US movie (1978). 20th Century-Fox/Joseph E Levine. Pr Joseph E Levine, Richard P Levine. Exec pr C O Erickson. Dir Richard Attenborough. Spfx Robert MacDonald Jr. Consultant ventriloquist Dennis Alwood. Screenplay William Goldman. Based on Magic (1978) by Goldman. Starring Ann-Margret (Peggy Ann Snow), Anthony Hopkins (Corky Withers), Ed Lauter (1938-2013) (Duke), Burgess Meredith (Ben Greene). 107 mins. Colour.

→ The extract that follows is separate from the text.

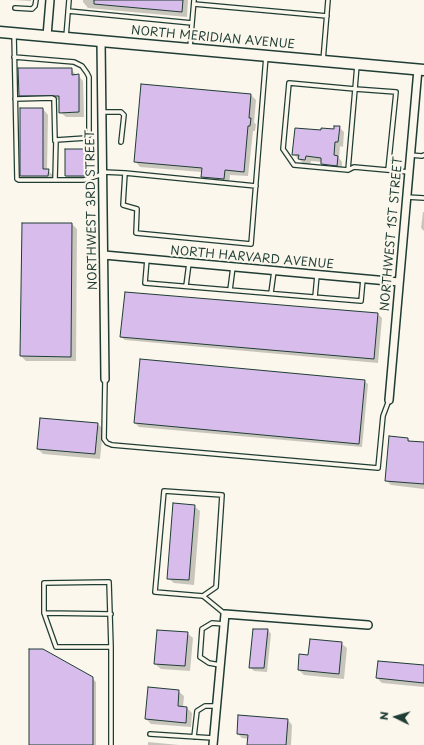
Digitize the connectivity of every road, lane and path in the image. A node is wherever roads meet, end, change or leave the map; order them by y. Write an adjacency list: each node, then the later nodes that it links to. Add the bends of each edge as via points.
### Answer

Struggling Magician Corky is told by his dying Mentor that he is doomed to failure unless he can get some charm. Two years later he has that charm, in the shape of parodically matched ventriloquist dummy Fats, which he comes to believe is a living entity (see Ventriloquism). Fame beckons, but fear of failure drives Corky into hiding. There he meets Peggy Ann, the girl he yearned for as a youth. He – or is it Fats? – commits a brace of murders. Peggy Ann, ignorant of the killings, plans to elope with Corky, but then Fats blows the gaffe. Rejected, Corky is urged by Fats to kill her, but instead kills himself ... and thereby also Fats.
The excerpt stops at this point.